Your objective function has access to external values from your code. Here we download the dataset and convert it into the XGBoost format.

# We are going to download the dataset and split into a train and validation subset
(data, target) = sklearn.datasets.load_breast_cancer(return_X_y=True)
train_x, valid_x, train_y, valid_y = train_test_split(data, target, test_size=0.25)

# Converting into XGBoost's expected format
dtrain = xgb.DMatrix(train_x, label=train_y)
dvalid = xgb.DMatrix(valid_x, label=valid_y)

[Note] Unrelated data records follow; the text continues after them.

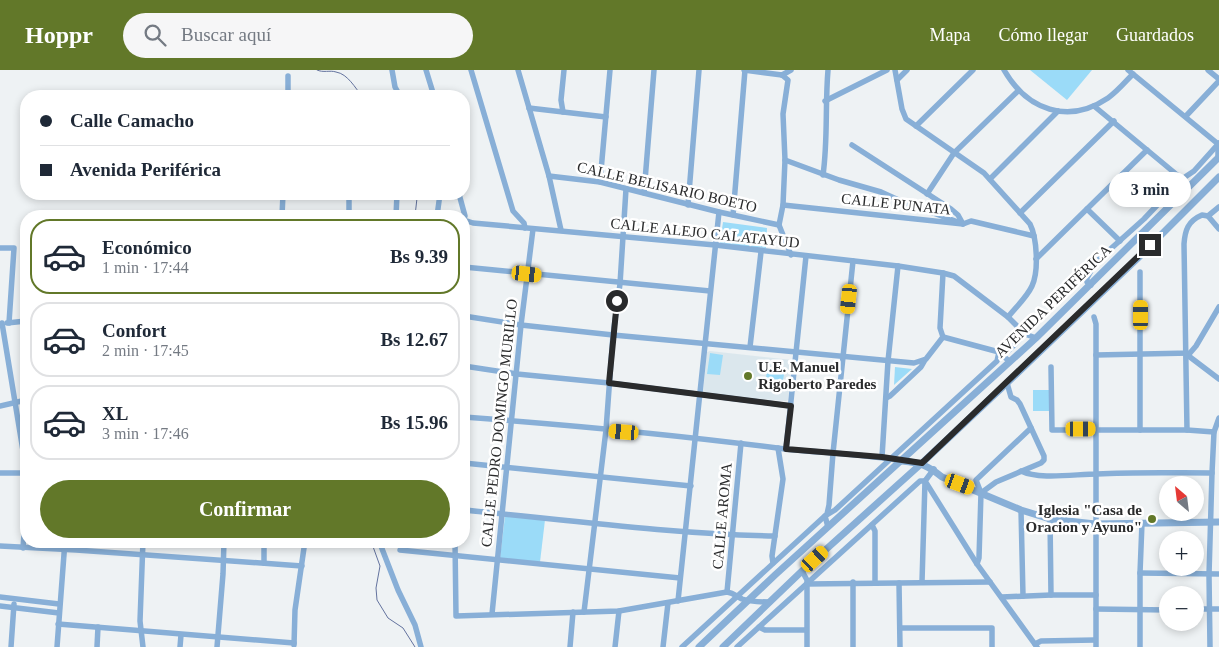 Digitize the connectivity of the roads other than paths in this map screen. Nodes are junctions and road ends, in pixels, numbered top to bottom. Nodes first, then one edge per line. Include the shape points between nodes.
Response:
1 (392, 70) edge
2 (426, 70) edge
3 (471, 70) edge
4 (518, 70) edge
5 (564, 70) edge
6 (610, 70) edge
7 (654, 70) edge
8 (699, 70) edge
9 (744, 70) edge
10 (791, 70) edge
11 (828, 70) edge
12 (888, 70) edge
13 (895, 70) edge
14 (907, 70) edge
15 (972, 70) edge
16 (1004, 70) edge
17 (1208, 70) edge
18 (759, 71) edge
19 (1131, 72) edge
20 (782, 75) junction
21 (288, 76) dead end
22 (897, 80) junction
23 (1219, 80) edge
24 (288, 90) edge
25 (396, 90) edge
26 (432, 90) edge
27 (1018, 91) junction
28 (825, 101) junction
29 (1094, 106) junction
30 (529, 108) junction
31 (1058, 111) junction
32 (563, 112) junction
33 (606, 116) junction
34 (1186, 116) junction
35 (1114, 122) junction
36 (916, 126) junction
37 (1219, 144) edge
38 (852, 145) dead end
39 (1148, 150) junction
40 (954, 153) junction
41 (1218, 159) edge
42 (785, 160) junction
43 (823, 175) junction
44 (549, 176) junction
45 (1219, 178) edge
46 (990, 179) junction
47 (1182, 180) junction
48 (600, 182) junction
49 (626, 189) junction
50 (644, 193) junction
51 (927, 194) junction
52 (688, 205) junction
53 (783, 205) junction
54 (1219, 207) edge
55 (1087, 209) junction
56 (719, 212) junction
57 (1020, 213) junction
58 (733, 215) junction
59 (1208, 216) junction
60 (470, 221) edge
61 (961, 224) junction
62 (779, 225) junction
63 (525, 228) junction
64 (533, 229) junction
65 (1219, 229) edge
66 (561, 230) junction
67 (1034, 236) junction
68 (623, 237) junction
69 (1120, 240) junction
70 (714, 246) junction
71 (0, 248) edge
72 (760, 252) junction
73 (791, 255) junction
74 (806, 256) junction
75 (1036, 259) junction
76 (853, 261) junction
77 (898, 266) junction
78 (470, 268) edge
79 (943, 272) junction
80 (1140, 272) dead end
81 (527, 274) junction
82 (620, 284) junction
83 (1091, 285) junction
84 (710, 291) junction
85 (1219, 307) edge
86 (1008, 316) junction
87 (470, 317) edge
88 (1094, 317) dead end
89 (20, 322) edge
90 (1, 323) edge
91 (9, 323) junction
92 (521, 325) junction
93 (1025, 334) junction
94 (613, 335) junction
95 (943, 337) junction
96 (1036, 338) junction
97 (705, 342) junction
98 (750, 348) junction
99 (797, 352) junction
100 (999, 352) junction
101 (1141, 353) junction
102 (1186, 354) junction
103 (1096, 355) junction
104 (843, 356) junction
105 (926, 359) junction
106 (888, 361) junction
107 (1010, 362) junction
108 (470, 367) edge
109 (1051, 368) dead end
110 (517, 374) junction
111 (1219, 379) edge
112 (609, 383) junction
113 (1007, 383) junction
114 (701, 395) junction
115 (886, 398) junction
116 (20, 402) edge
117 (16, 403) junction
118 (0, 406) edge
119 (791, 406) junction
120 (470, 417) edge
121 (1219, 418) edge
122 (513, 421) junction
123 (1031, 428) junction
124 (20, 429) edge
125 (1096, 429) junction
126 (606, 430) junction
127 (1140, 430) junction
128 (1187, 430) junction
129 (1214, 432) junction
130 (695, 438) junction
131 (741, 443) junction
132 (778, 448) junction
133 (786, 449) junction
134 (833, 453) junction
135 (882, 457) junction
136 (890, 459) junction
137 (902, 461) junction
138 (922, 463) junction
139 (470, 464) edge
140 (507, 467) junction
141 (934, 469) junction
142 (1021, 472) junction
143 (0, 473) edge
144 (20, 473) edge
145 (1212, 473) junction
146 (1096, 474) junction
147 (599, 478) junction
148 (925, 481) junction
149 (691, 486) junction
150 (981, 492) junction
151 (1021, 510) junction
152 (470, 511) edge
153 (503, 514) junction
154 (826, 516) junction
155 (1050, 519) junction
156 (1215, 522) edge
157 (594, 523) junction
158 (1142, 523) junction
159 (1095, 524) junction
160 (872, 525) junction
161 (828, 527) junction
162 (685, 532) junction
163 (732, 536) junction
164 (775, 536) junction
165 (0, 546) edge
166 (20, 548) edge
167 (23, 548) edge
168 (143, 548) edge
169 (224, 548) edge
170 (264, 548) edge
171 (304, 548) edge
172 (382, 548) edge
173 (455, 548) edge
174 (64, 550) junction
175 (400, 550) dead end
176 (143, 555) junction
177 (455, 555) junction
178 (224, 560) junction
179 (497, 560) junction
180 (264, 563) junction
181 (773, 563) junction
182 (977, 564) junction
183 (302, 566) junction
184 (589, 570) junction
185 (802, 571) junction
186 (1140, 573) junction
187 (1219, 574) edge
188 (1209, 575) junction
189 (680, 578) junction
190 (853, 582) junction
191 (875, 582) junction
192 (922, 582) junction
193 (990, 582) junction
194 (899, 583) junction
195 (807, 584) junction
196 (727, 592) junction
197 (1051, 595) junction
198 (1096, 595) junction
199 (738, 596) junction
200 (1023, 596) junction
201 (0, 597) edge
202 (1002, 597) junction
203 (14, 599) junction
204 (678, 601) junction
205 (749, 601) junction
206 (770, 602) junction
207 (668, 603) junction
208 (59, 604) junction
209 (0, 606) edge
210 (14, 607) junction
211 (1096, 609) junction
212 (1204, 609) edge
213 (1210, 609) junction
214 (1219, 609) edge
215 (1140, 610) junction
216 (1159, 610) edge
217 (619, 611) junction
218 (573, 612) junction
219 (584, 612) junction
220 (59, 613) junction
221 (492, 614) junction
222 (58, 624) junction
223 (98, 627) junction
224 (759, 627) junction
225 (900, 628) junction
226 (142, 630) junction
227 (806, 630) junction
228 (181, 635) junction
229 (218, 638) junction
230 (1096, 644) edge
231 (294, 645) edge
232 (1036, 645) edge
233 (10, 647) edge
234 (57, 647) edge
235 (97, 647) edge
236 (143, 647) edge
237 (180, 647) edge
238 (217, 647) edge
239 (421, 647) edge
240 (570, 647) edge
241 (615, 647) edge
242 (663, 647) edge
243 (682, 647) edge
244 (699, 647) edge
245 (722, 647) edge
246 (737, 647) edge
247 (807, 647) edge
248 (853, 647) edge
249 (900, 647) edge
250 (992, 647) edge
251 (1140, 647) edge
252 (1210, 647) edge

1 - 25 street
2 - 26 street
3 - 63 street via 513,211
4 - 30 street
5 - 32 street
6 - 33 street
7 - 50 street
8 - 52 street
9 - 18 street
9 - 58 street
10 - 20 street
11 - 28 street
12 - 28 street
13 - 22 street
14 - 22 street
15 - 36 street
16 - 27 street
17 - 23 street
18 - 20 street
19 - 29 street via 1114,93
19 - 34 street
20 - 42 street via 788,80 784,114
21 - 24 street
22 - 36 street via 904,116
23 - 34 street
27 - 31 street via 1043,107
27 - 40 street
28 - 43 street
29 - 31 street
29 - 35 street
30 - 32 street
30 - 44 street
31 - 46 street
32 - 33 street
33 - 48 street
34 - 37 street
35 - 39 street
35 - 57 street
36 - 40 street
37 - 41 street
37 - 47 street
38 - 51 street
39 - 47 street
39 - 55 street
40 - 46 street
40 - 51 street
41 - 83 street, AVENIDA PERIFÉRICA
42 - 43 street
42 - 53 street
43 - 61 street via 880,192
44 - 48 street, CALLE BELISARIO BOETO
44 - 66 street
45 - 113 street, AVENIDA PERIFÉRICA
46 - 57 street
47 - 69 street
48 - 49 street, CALLE BELISARIO BOETO
49 - 50 street, CALLE BELISARIO BOETO
49 - 68 street
50 - 52 street, CALLE BELISARIO BOETO
51 - 61 street via 951,208
52 - 56 street, CALLE BELISARIO BOETO
53 - 61 street, CALLE PUNATA
53 - 62 street
54 - 59 street
55 - 69 street
55 - 75 street
56 - 58 street, CALLE BELISARIO BOETO
56 - 70 street
57 - 67 street via 1030,224
58 - 62 street, CALLE BELISARIO BOETO
59 - 65 street
59 - 102 street via 1199,216 1185,231
60 - 63 street, CALLE ALEJO CALATAYUD
61 - 67 street, CALLE PUNATA via 978,222
62 - 73 street
63 - 64 street, CALLE ALEJO CALATAYUD
64 - 66 street, CALLE ALEJO CALATAYUD
64 - 81 street, CALLE PEDRO DOMINGO MURILLO
66 - 68 street, CALLE ALEJO CALATAYUD
67 - 75 street
68 - 70 street, CALLE ALEJO CALATAYUD
68 - 82 street
69 - 83 street via 1093,266 1087,278
70 - 72 street, CALLE ALEJO CALATAYUD
70 - 84 street
71 - 91 street via 14,248
72 - 73 street, CALLE ALEJO CALATAYUD
72 - 98 street
73 - 74 street, CALLE ALEJO CALATAYUD
74 - 76 street, CALLE ALEJO CALATAYUD
74 - 99 street
75 - 86 street via 1032,286
76 - 77 street, CALLE ALEJO CALATAYUD
76 - 104 street
77 - 79 street, CALLE ALEJO CALATAYUD
77 - 106 street
78 - 81 street
79 - 86 street via 954,276
79 - 95 street via 940,328
80 - 101 street
81 - 82 street
81 - 92 street, CALLE PEDRO DOMINGO MURILLO
82 - 84 street
82 - 94 street
83 - 96 street, AVENIDA PERIFÉRICA
84 - 97 street
85 - 102 street via 1196,346
86 - 93 street
87 - 92 street
88 - 103 street
89 - 91 street
90 - 91 street
90 - 117 street
92 - 94 street
92 - 110 street, CALLE PEDRO DOMINGO MURILLO
93 - 96 street
93 - 100 street via 1008,351
94 - 97 street
94 - 112 street
95 - 100 street
95 - 105 street
96 - 107 street, AVENIDA PERIFÉRICA
97 - 98 street
97 - 114 street
98 - 99 street
99 - 104 street
99 - 119 street
100 - 107 street
100 - 136 street via 997,361
101 - 102 street
101 - 103 street
101 - 127 street
102 - 111 street
102 - 128 street
103 - 125 street
104 - 106 street
104 - 134 street
105 - 106 street via 914,363
105 - 115 street
106 - 115 street
107 - 137 street, AVENIDA PERIFÉRICA
108 - 110 street
109 - 125 street via 1052,430
110 - 112 street
110 - 122 street, CALLE PEDRO DOMINGO MURILLO
112 - 114 street
112 - 126 street
113 - 123 street via 1011,397 1020,404
113 - 138 street, AVENIDA PERIFÉRICA
114 - 119 street
114 - 130 street
115 - 135 street
116 - 117 street
117 - 118 street
117 - 124 street
119 - 133 street
120 - 122 street
121 - 129 street
122 - 126 street
122 - 140 street, CALLE PEDRO DOMINGO MURILLO
123 - 142 street via 1044,460
123 - 150 street via 976,480
125 - 127 street
125 - 146 street
126 - 130 street
126 - 147 street
127 - 128 street
128 - 129 street
129 - 145 street
130 - 131 street
130 - 149 street
131 - 132 street
131 - 163 street, CALLE AROMA
132 - 133 street
132 - 164 street via 782,479
133 - 134 street
134 - 135 street
134 - 154 street
135 - 136 street
136 - 137 street
136 - 154 street
137 - 138 street
137 - 161 street, AVENIDA PERIFÉRICA
138 - 141 street
138 - 185 street, AVENIDA PERIFÉRICA
139 - 140 street
140 - 147 street
140 - 153 street, CALLE PEDRO DOMINGO MURILLO
141 - 148 street
141 - 150 street via 942,477
142 - 146 street via 1055,476
142 - 150 street
143 - 144 street
145 - 146 street
145 - 156 street
146 - 159 street
147 - 149 street
147 - 157 street
148 - 160 street via 920,481
148 - 182 street
148 - 192 street
149 - 162 street
150 - 151 street
150 - 182 street
151 - 155 street
151 - 200 street
152 - 153 street
153 - 157 street
153 - 179 street, CALLE PEDRO DOMINGO MURILLO
154 - 161 street
154 - 181 street
155 - 159 street
155 - 197 street
156 - 158 street
156 - 188 street
157 - 162 street
157 - 184 street
158 - 159 street
158 - 186 street
159 - 198 street
160 - 191 street via 875,531
160 - 195 street
161 - 205 street, AVENIDA PERIFÉRICA
162 - 163 street
162 - 189 street
163 - 164 street
163 - 196 street, CALLE AROMA
164 - 181 street
165 - 166 street
167 - 174 street
168 - 176 street
169 - 178 street
170 - 180 street
171 - 183 street
172 - 239 street via 415,625
173 - 177 street
174 - 176 street
174 - 208 street
175 - 177 street
176 - 178 street
176 - 226 street
177 - 179 street
177 - 221 street via 456,616
178 - 180 street
178 - 229 street
179 - 184 street
179 - 221 street, CALLE PEDRO DOMINGO MURILLO
180 - 183 street
181 - 199 street
182 - 193 street
183 - 231 street via 295,610
184 - 189 street
184 - 219 street
185 - 195 street
185 - 206 street, AVENIDA PERIFÉRICA
186 - 188 street
186 - 215 street
187 - 188 street
188 - 213 street
189 - 204 street
190 - 191 street
190 - 195 street
190 - 248 street
191 - 194 street
192 - 193 street
192 - 194 street
193 - 202 street
194 - 225 street
195 - 224 street
195 - 227 street
196 - 199 street
196 - 204 street
197 - 198 street
197 - 200 street
198 - 211 street
199 - 205 street
199 - 243 street
200 - 202 street
201 - 203 street
202 - 232 street
203 - 208 street
203 - 210 street
204 - 207 street
205 - 206 street
205 - 244 street
206 - 245 street, AVENIDA PERIFÉRICA
207 - 217 street
207 - 242 street
208 - 220 street
209 - 210 street
210 - 220 street
210 - 233 street
211 - 215 street
211 - 230 street
212 - 213 street
213 - 214 street
213 - 252 street
215 - 216 street
215 - 251 street
217 - 219 street
217 - 241 street
218 - 219 street
218 - 221 street
218 - 240 street
220 - 222 street
222 - 223 street
222 - 234 street
223 - 226 street
223 - 235 street
224 - 227 street via 765,630
224 - 246 street
225 - 249 street
225 - 250 street via 992,628
226 - 228 street
226 - 236 street
227 - 247 street
228 - 229 street
228 - 237 street
229 - 231 street
229 - 238 street
230 - 232 street via 1041,641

Warning: CompileIQ uses Python multiprocessing, so each process receives a copy of the global variables.

The Search Space#

search_space_config = {
    "booster": ss.choice(["gbtree", "gblinear", "dart"]),
    "lambda": ss.log_sampling(start=1e-8, end=1.0),
    "alpha": ss.log_sampling(start=1e-8, end=1.0),
    "subsample": ss.range(0.2, 1.0, step=0.05),
    "colsample_bytree": ss.range(0.2, 1.0, step=0.05),
    "csample_type": ss.range(0.2, 1.0, step=0.05),
    "max_depth": ss.range(3, 9, step=2),
    "min_child_weight": ss.range(2, 10, step=1),
    "eta": ss.log_sampling(start=1e-8, end=1.0),
    "gamma": ss.log_sampling(start=1e-8, end=1.0),
    "grow_policy": ss.choice(["depthwise", "lossguide"]),
    "sample_type": ss.choice(["uniform", "weighted"]),
    "normalize_type": ss.choice(["tree", "forest"]),
    "rate_drop": ss.log_sampling(start=1e-8, end=1.0),
    "skip_drop": ss.log_sampling(start=1e-8, end=1.0),
}

These are the parameters we want to tune for this XGBoost example. Each sampled configuration is passed to your objective function as a dictionary, for example {"booster": "gbtree", "subsample": 0.35, ...}.

The Search Configuration#

main_config = SearchConfiguration(
    pool_size=64,
    generations=5,
    mutate_rate=0.25,
    problem_type="max",
    num_objectives=1,
)

These are the CompileIQ-specific parameters. A small search should yield good results for this simple dataset. Larger searches should have a bigger pool size (around 128+) and larger generation count (30+).

The Objective#

def objective(config: dict):
    warnings.filterwarnings("ignore")

    bst = xgb.train(config, dtrain)
    preds = bst.predict(dvalid)
    pred_labels = np.rint(preds)
    accuracy = sklearn.metrics.accuracy_score(valid_y, pred_labels)

    return accuracy

CompileIQ expects a Python callable object that receives a dictionary and returns a score of type int | float | "*", where * represents an invalid score, such as an exception or an error.

In this example, we train and predict with the sampled parameters. We then use scikit-learn to measure prediction accuracy and return that as the score.

Starting the search and the Results#

We are now ready to pass the objective function, search space, and search configuration to Search and call start.

tuner = Search(
    objective_function=objective,
    search_space=search_space_config,
    search_config=main_config,
)
results = tuner.start()

You can increase the parallelism with start(num_workers=10). This will start 10 local processes on your machine. Look at the Advanced Usage page to learn more.

The output will be a SearchResult object which you can then either retrieve the best result with results.get_best_result() or use results.get_results() to receive a dataframe with all tested parameters and their associated scores.